Жаркая тишина утра увеличивалась, разрасталась в комнате до банной духоты, накаленной солнцем, и среди безмолвной затаенности всего дома было слышно, как спрыгнула на пол кошка с колен переставшего кормить ее Ушатикова, и Ушатиков, вытянув изумлением лицо, вылупив наивные глаза на Никитина, сполз со стула, ногой цепляя, задевая колено Таткина, однако тот не ответил ему ни жестом, ни словом, лишь точечки его зрачков сверлили Меженина, и все смотрели на него, а он по-прежнему невозмутимо жевал, ломал, царапал крепким ногтем ломоть хлеба на клеенке. Молчание гремело в ушах Никитина, и это молчание Меженина и солдат говорило ему, что после вчерашнего дня, после поминок никто никак не хотел раздорных поступков, никто не хотел осложнять отношений ни с сержантом, ни с ним, командиром взвода, потому что многое можно простить всем и каждому в отдельности, выйдя живым из боя. И от полыхнувшей огнем мысли, выжигающей в сознании возможность примирения, от уже не подчиненного рассудочности решения его вдруг окатило морозящим сквозняком и ознобно затрясло внутренней дрожью: «Именно сейчас, вот сейчас, сейчас последнее… если он скажет хоть одно слово в оправдание… это будет конец — между мною и им…» И, весь леденея в ознобе, готовый к самому последнему, весь словно погружаясь в затягивающий зыбучий сумрак, растворявший недвижные лица солдат, лицо Меженина, ощущая вокруг пустынную, нейтральную полосу молчания, он неявственно и нечетко разобрал среди неисчезнувшего свинцового давления тишины рассудительно-злой басок старшего сержанта Зыкина, который, угрюмо глядя в котелок свой, для чего-то торопился объяснить причину благоразумного молчания солдат его взвода:
— Неужто стоит, товарищ лейтенант, из-за такого дерьма в штрафной идти? Много будет о себе думать! Если разобраться, ему в базарный день полкопейки цена… Человека кусок!

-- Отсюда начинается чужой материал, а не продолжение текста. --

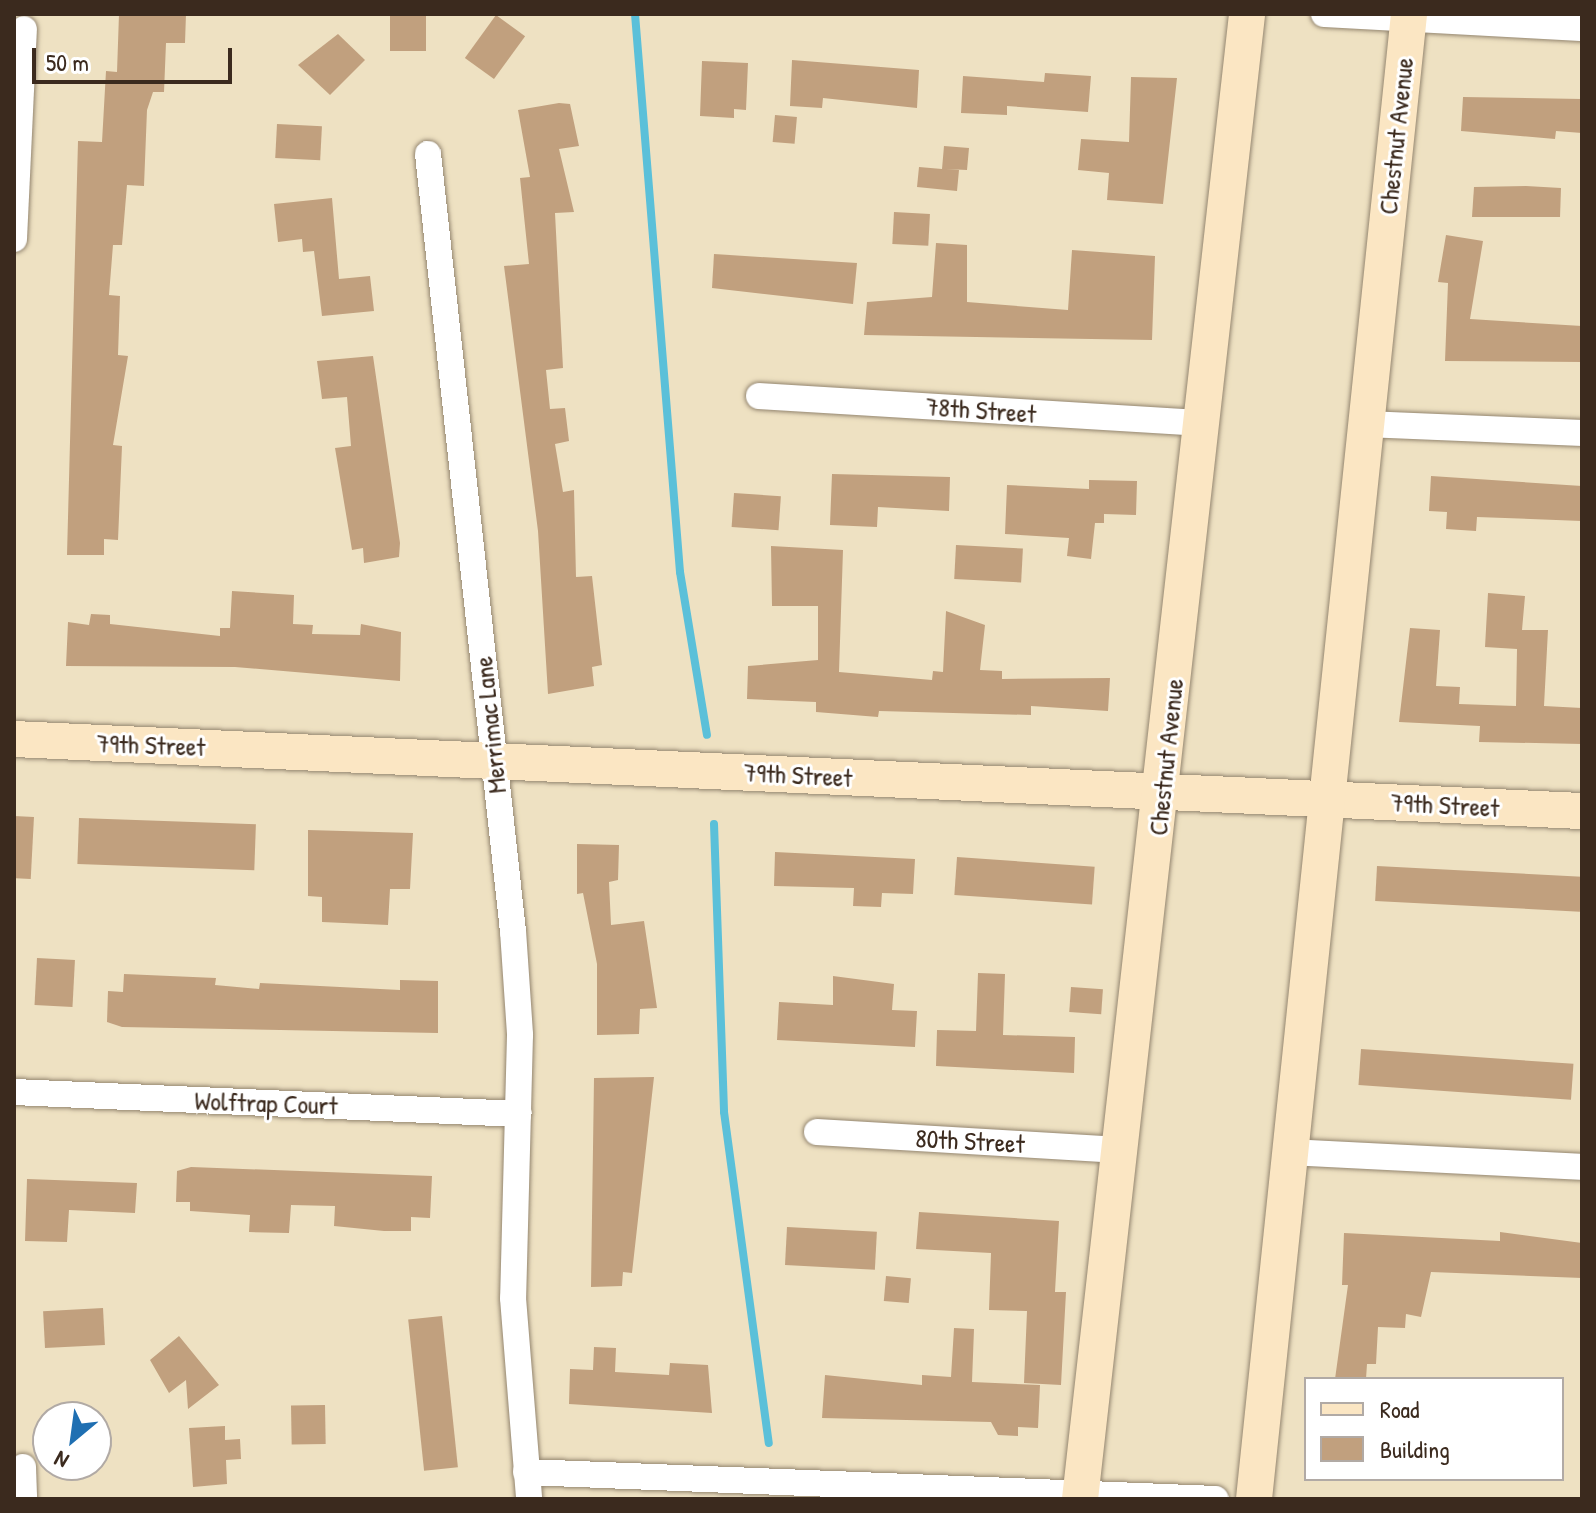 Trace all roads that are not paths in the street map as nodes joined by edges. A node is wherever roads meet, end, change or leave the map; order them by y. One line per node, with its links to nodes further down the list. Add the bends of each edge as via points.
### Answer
1 (1247, 14): 9 (street, Chestnut Avenue)
2 (1324, 14): 3 (street)
3 (1409, 16): 4 (street); 10 (street, Chestnut Avenue)
4 (1582, 28)
5 (24, 29): 7 (street)
6 (428, 154): 13 (street, Merrimac Lane)
7 (14, 239)
8 (759, 396): 9 (street, 78th Street)
9 (1202, 423): 14 (street, Chestnut Avenue)
10 (1366, 424): 11 (street); 15 (street, Chestnut Avenue)
11 (1582, 433)
12 (14, 739): 13 (street, 79th Street)
13 (494, 759): 14 (street, 79th Street); 18 (street, Merrimac Lane, via 518,1005)
14 (1162, 792): 15 (street, 79th Street); 20 (street, Chestnut Avenue)
15 (1324, 799): 16 (street, 79th Street); 21 (street, Chestnut Avenue)
16 (1582, 811)
17 (14, 1092): 18 (street, Wolftrap Court)
18 (519, 1114): 24 (street, Merrimac Lane, via 513,1298)
19 (817, 1132): 20 (street, 80th Street)
20 (1123, 1150): 25 (street, Chestnut Avenue)
21 (1287, 1152): 22 (street); 29 (street, Chestnut Avenue)
22 (1582, 1167)
23 (23, 1467): 26 (street)
24 (526, 1472): 25 (street); 27 (street, Merrimac Lane)
25 (1081, 1496): 28 (street)
26 (24, 1499)
27 (529, 1499)
28 (1215, 1499)
29 (1254, 1499)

— Нет, — отрывисто и еле слышно выговорил Никитин. — Вы всего не знаете, Зыкин, всего — нет…
— Я и говорю, товарищ лейтенант: в дерьме испачкаешься — долго не отмоешься. Его лопатой выгребают.
И тут не выдержал Меженин, его будто ударил кто-то снизу в подбородок, голова вскинулась, желваки острыми камнями запрыгали на скулах, суженные глаза набухли кровяной мутью.
— Ах ты, падло колхозное! Меня хоронишь? Сговорились? А ты… сморчок московский, так твою растак! Мне угрожаешь? Да еще неизвестно… неизвестно, кто кого… закопает! Меня свалить захотели, падла! Да я вас зубами!.. Как кость перегрызу! Вы на меня? На меня?..
— Меженин, — крикнул Никитин и по молниеносному сигналу памяти опустил правую руку вдоль тела, на то место, где к бедру опасно придавливалась плотная тяжесть «ТТ». — Замолчать, Меженин!..
— Расстр-еляешь? Меня? Меня-а?..
Меженин выскочил из-за стола, с треском отталкивая спиной стул, отпрянул к окну, лицо, по-зверски оскалясь коричневыми зубами, моталось, передергивалось, и в следующий миг, хищно и ловко изогнувшись, издав глухой хекающий звук, он нырнул к полу, схватил стул двумя руками за ножки и, хрипя грудью, занеся стул над головой, швырнул его в Никитина, который рынком инстинкта на шаг отшатнулся в сторону, все продолжая расстегивать кобуру немеющими в спешке пальцами.